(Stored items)
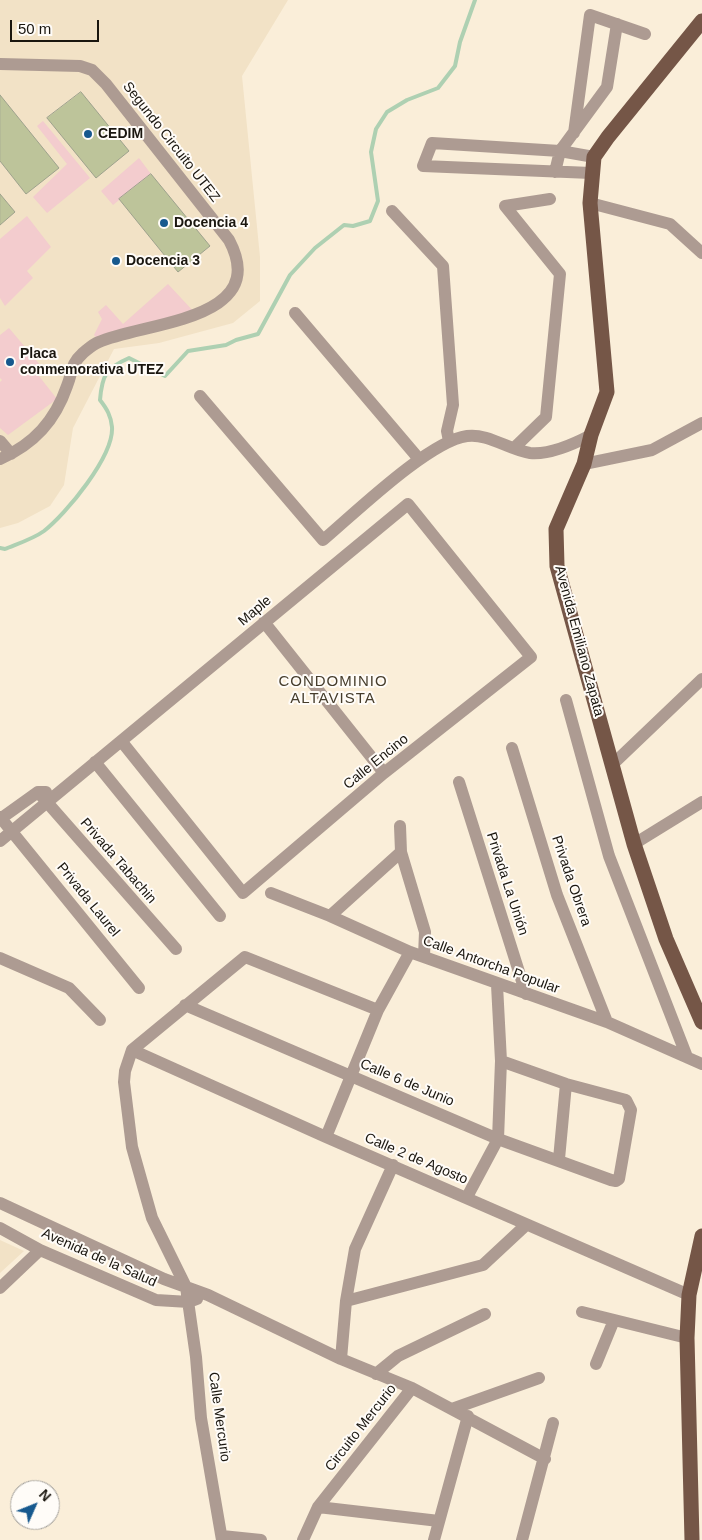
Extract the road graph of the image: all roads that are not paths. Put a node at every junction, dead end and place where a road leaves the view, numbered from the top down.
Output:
1 (702, 21) edge
2 (616, 24) junction
3 (645, 34) dead end
4 (0, 64) edge
5 (574, 132) junction
6 (560, 151) junction
7 (594, 157) junction
8 (555, 172) junction
9 (591, 173) junction
10 (550, 199) dead end
11 (590, 203) junction
12 (392, 211) dead end
13 (702, 253) edge
14 (295, 313) dead end
15 (200, 396) dead end
16 (702, 423) edge
17 (591, 435) junction
18 (0, 441) edge
19 (449, 441) junction
20 (514, 448) junction
21 (5, 457) edge
22 (419, 460) junction
23 (584, 464) junction
24 (264, 622) junction
25 (531, 657) joint
26 (700, 686) edge
27 (566, 700) dead end
28 (122, 742) junction
29 (512, 748) dead end
30 (95, 762) junction
31 (612, 764) junction
32 (384, 774) junction
33 (459, 782) dead end
34 (58, 791) junction
35 (38, 792) junction
36 (702, 802) edge
37 (47, 803) junction
38 (0, 818) edge
39 (400, 826) dead end
40 (13, 831) junction
41 (0, 841) edge
42 (634, 844) junction
43 (401, 852) junction
44 (271, 893) dead end
45 (220, 916) dead end
46 (330, 916) junction
47 (176, 949) dead end
48 (410, 952) junction
49 (424, 956) junction
50 (0, 958) edge
51 (497, 985) junction
52 (139, 988) dead end
53 (526, 994) junction
54 (185, 1005) junction
55 (378, 1010) junction
56 (100, 1020) dead end
57 (607, 1022) junction
58 (702, 1022) edge
59 (132, 1050) junction
60 (687, 1057) junction
61 (501, 1061) junction
62 (702, 1064) edge
63 (351, 1076) junction
64 (566, 1084) junction
65 (326, 1137) junction
66 (498, 1138) junction
67 (559, 1159) junction
68 (392, 1165) junction
69 (467, 1197) junction
70 (0, 1203) edge
71 (526, 1225) junction
72 (0, 1228) edge
73 (702, 1236) edge
74 (40, 1250) junction
75 (186, 1287) junction
76 (0, 1288) edge
77 (208, 1295) junction
78 (689, 1296) junction
79 (346, 1301) junction
80 (189, 1302) junction
81 (582, 1312) dead end
82 (485, 1314) dead end
83 (614, 1320) junction
84 (687, 1338) junction
85 (341, 1359) junction
86 (596, 1364) dead end
87 (376, 1374) junction
88 (539, 1378) dead end
89 (412, 1388) junction
90 (452, 1409) junction
91 (468, 1416) junction
92 (553, 1423) dead end
93 (545, 1459) junction
94 (318, 1507) junction
95 (439, 1522) junction
96 (695, 1535) edge
97 (222, 1538) edge
98 (261, 1540) edge
99 (303, 1540) edge
100 (434, 1540) edge
101 (522, 1540) edge

1 - 7 main road, Avenida Emiliano Zapata
2 - 3 street
2 - 5 street
2 - 5 street
4 - 21 street, Segundo Circuito UTEZ
5 - 6 street
6 - 7 street
6 - 8 street
6 - 8 street
7 - 9 main road, Avenida Emiliano Zapata
8 - 9 street
9 - 11 main road, Avenida Emiliano Zapata
10 - 20 street
11 - 13 street
11 - 17 main road, Avenida Emiliano Zapata
12 - 19 street
14 - 22 street
15 - 22 street
16 - 23 street
17 - 20 street
17 - 23 main road, Avenida Emiliano Zapata
18 - 21 street
19 - 20 street
19 - 22 street
23 - 31 main road, Avenida Emiliano Zapata
24 - 25 street, Maple
24 - 28 street, Maple
24 - 32 street
25 - 32 street, Calle Encino
26 - 31 street
27 - 60 street
28 - 30 street, Maple
28 - 32 street, Calle Encino
29 - 57 street, Privada Obrera
30 - 34 street, Maple
30 - 45 street
31 - 42 main road, Avenida Emiliano Zapata
33 - 53 street, Privada La Unión
34 - 35 street
34 - 37 street, Maple
35 - 37 street, Privada Tabachin
35 - 38 street
36 - 42 street
37 - 40 street, Maple
37 - 47 street, Privada Tabachin
38 - 40 street, Privada Laurel
39 - 43 street
40 - 41 street, Maple
40 - 52 street, Privada Laurel
42 - 58 main road, Avenida Emiliano Zapata
43 - 46 street
43 - 49 street
44 - 46 street, Calle Antorcha Popular
46 - 48 street, Calle Antorcha Popular
48 - 49 street, Calle Antorcha Popular
48 - 55 street
49 - 51 street, Calle Antorcha Popular
50 - 56 street
51 - 53 street, Calle Antorcha Popular
51 - 61 street
53 - 57 street, Calle Antorcha Popular
54 - 55 street
54 - 59 street
54 - 63 street, Calle 6 de Junio
55 - 63 street
57 - 60 street, Calle Antorcha Popular
59 - 65 street, Calle 2 de Agosto
59 - 75 street, Calle Mercurio
60 - 62 street, Calle Antorcha Popular
61 - 64 street
61 - 66 street
63 - 65 street
63 - 66 street, Calle 6 de Junio
64 - 67 street
64 - 67 street, Calle 6 de Junio
65 - 68 street, Calle 2 de Agosto
66 - 67 street, Calle 6 de Junio
66 - 69 street
68 - 69 street, Calle 2 de Agosto
68 - 79 street
69 - 71 street, Calle 2 de Agosto
70 - 75 street, Avenida de la Salud
71 - 78 street, Calle 2 de Agosto
71 - 79 street
72 - 74 street, Avenida de la Salud
73 - 78 main road
74 - 76 street
74 - 80 street, Avenida de la Salud
75 - 77 street
75 - 80 street, Calle Mercurio
77 - 80 street
77 - 85 street
78 - 84 main road
79 - 85 street
80 - 97 street, Calle Mercurio
81 - 83 street
82 - 87 street
83 - 84 street
83 - 86 street
84 - 96 main road
85 - 87 street
87 - 89 street
88 - 90 street
89 - 90 street, Circuito Mercurio
89 - 94 street, Circuito Mercurio
90 - 91 street, Circuito Mercurio
91 - 93 street, Circuito Mercurio
91 - 95 street
92 - 93 street
93 - 101 street
94 - 95 street
94 - 99 street, Circuito Mercurio
95 - 100 street
97 - 98 street, Calle Mercurio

Exercise: Copy out the records exactly. Do not include the pictures.

Reply to the task:
Extract the road graph of the image: all roads that are not paths. Put a node at every junction, dead end and place where a road leaves the view, numbered from the top down.
Output:
1 (702, 21) edge
2 (616, 24) junction
3 (645, 34) dead end
4 (0, 64) edge
5 (574, 132) junction
6 (560, 151) junction
7 (594, 157) junction
8 (555, 172) junction
9 (591, 173) junction
10 (550, 199) dead end
11 (590, 203) junction
12 (392, 211) dead end
13 (702, 253) edge
14 (295, 313) dead end
15 (200, 396) dead end
16 (702, 423) edge
17 (591, 435) junction
18 (0, 441) edge
19 (449, 441) junction
20 (514, 448) junction
21 (5, 457) edge
22 (419, 460) junction
23 (584, 464) junction
24 (264, 622) junction
25 (531, 657) joint
26 (700, 686) edge
27 (566, 700) dead end
28 (122, 742) junction
29 (512, 748) dead end
30 (95, 762) junction
31 (612, 764) junction
32 (384, 774) junction
33 (459, 782) dead end
34 (58, 791) junction
35 (38, 792) junction
36 (702, 802) edge
37 (47, 803) junction
38 (0, 818) edge
39 (400, 826) dead end
40 (13, 831) junction
41 (0, 841) edge
42 (634, 844) junction
43 (401, 852) junction
44 (271, 893) dead end
45 (220, 916) dead end
46 (330, 916) junction
47 (176, 949) dead end
48 (410, 952) junction
49 (424, 956) junction
50 (0, 958) edge
51 (497, 985) junction
52 (139, 988) dead end
53 (526, 994) junction
54 (185, 1005) junction
55 (378, 1010) junction
56 (100, 1020) dead end
57 (607, 1022) junction
58 (702, 1022) edge
59 (132, 1050) junction
60 (687, 1057) junction
61 (501, 1061) junction
62 (702, 1064) edge
63 (351, 1076) junction
64 (566, 1084) junction
65 (326, 1137) junction
66 (498, 1138) junction
67 (559, 1159) junction
68 (392, 1165) junction
69 (467, 1197) junction
70 (0, 1203) edge
71 (526, 1225) junction
72 (0, 1228) edge
73 (702, 1236) edge
74 (40, 1250) junction
75 (186, 1287) junction
76 (0, 1288) edge
77 (208, 1295) junction
78 (689, 1296) junction
79 (346, 1301) junction
80 (189, 1302) junction
81 (582, 1312) dead end
82 (485, 1314) dead end
83 (614, 1320) junction
84 (687, 1338) junction
85 (341, 1359) junction
86 (596, 1364) dead end
87 (376, 1374) junction
88 (539, 1378) dead end
89 (412, 1388) junction
90 (452, 1409) junction
91 (468, 1416) junction
92 (553, 1423) dead end
93 (545, 1459) junction
94 (318, 1507) junction
95 (439, 1522) junction
96 (695, 1535) edge
97 (222, 1538) edge
98 (261, 1540) edge
99 (303, 1540) edge
100 (434, 1540) edge
101 (522, 1540) edge

1 - 7 main road, Avenida Emiliano Zapata
2 - 3 street
2 - 5 street
2 - 5 street
4 - 21 street, Segundo Circuito UTEZ
5 - 6 street
6 - 7 street
6 - 8 street
6 - 8 street
7 - 9 main road, Avenida Emiliano Zapata
8 - 9 street
9 - 11 main road, Avenida Emiliano Zapata
10 - 20 street
11 - 13 street
11 - 17 main road, Avenida Emiliano Zapata
12 - 19 street
14 - 22 street
15 - 22 street
16 - 23 street
17 - 20 street
17 - 23 main road, Avenida Emiliano Zapata
18 - 21 street
19 - 20 street
19 - 22 street
23 - 31 main road, Avenida Emiliano Zapata
24 - 25 street, Maple
24 - 28 street, Maple
24 - 32 street
25 - 32 street, Calle Encino
26 - 31 street
27 - 60 street
28 - 30 street, Maple
28 - 32 street, Calle Encino
29 - 57 street, Privada Obrera
30 - 34 street, Maple
30 - 45 street
31 - 42 main road, Avenida Emiliano Zapata
33 - 53 street, Privada La Unión
34 - 35 street
34 - 37 street, Maple
35 - 37 street, Privada Tabachin
35 - 38 street
36 - 42 street
37 - 40 street, Maple
37 - 47 street, Privada Tabachin
38 - 40 street, Privada Laurel
39 - 43 street
40 - 41 street, Maple
40 - 52 street, Privada Laurel
42 - 58 main road, Avenida Emiliano Zapata
43 - 46 street
43 - 49 street
44 - 46 street, Calle Antorcha Popular
46 - 48 street, Calle Antorcha Popular
48 - 49 street, Calle Antorcha Popular
48 - 55 street
49 - 51 street, Calle Antorcha Popular
50 - 56 street
51 - 53 street, Calle Antorcha Popular
51 - 61 street
53 - 57 street, Calle Antorcha Popular
54 - 55 street
54 - 59 street
54 - 63 street, Calle 6 de Junio
55 - 63 street
57 - 60 street, Calle Antorcha Popular
59 - 65 street, Calle 2 de Agosto
59 - 75 street, Calle Mercurio
60 - 62 street, Calle Antorcha Popular
61 - 64 street
61 - 66 street
63 - 65 street
63 - 66 street, Calle 6 de Junio
64 - 67 street
64 - 67 street, Calle 6 de Junio
65 - 68 street, Calle 2 de Agosto
66 - 67 street, Calle 6 de Junio
66 - 69 street
68 - 69 street, Calle 2 de Agosto
68 - 79 street
69 - 71 street, Calle 2 de Agosto
70 - 75 street, Avenida de la Salud
71 - 78 street, Calle 2 de Agosto
71 - 79 street
72 - 74 street, Avenida de la Salud
73 - 78 main road
74 - 76 street
74 - 80 street, Avenida de la Salud
75 - 77 street
75 - 80 street, Calle Mercurio
77 - 80 street
77 - 85 street
78 - 84 main road
79 - 85 street
80 - 97 street, Calle Mercurio
81 - 83 street
82 - 87 street
83 - 84 street
83 - 86 street
84 - 96 main road
85 - 87 street
87 - 89 street
88 - 90 street
89 - 90 street, Circuito Mercurio
89 - 94 street, Circuito Mercurio
90 - 91 street, Circuito Mercurio
91 - 93 street, Circuito Mercurio
91 - 95 street
92 - 93 street
93 - 101 street
94 - 95 street
94 - 99 street, Circuito Mercurio
95 - 100 street
97 - 98 street, Calle Mercurio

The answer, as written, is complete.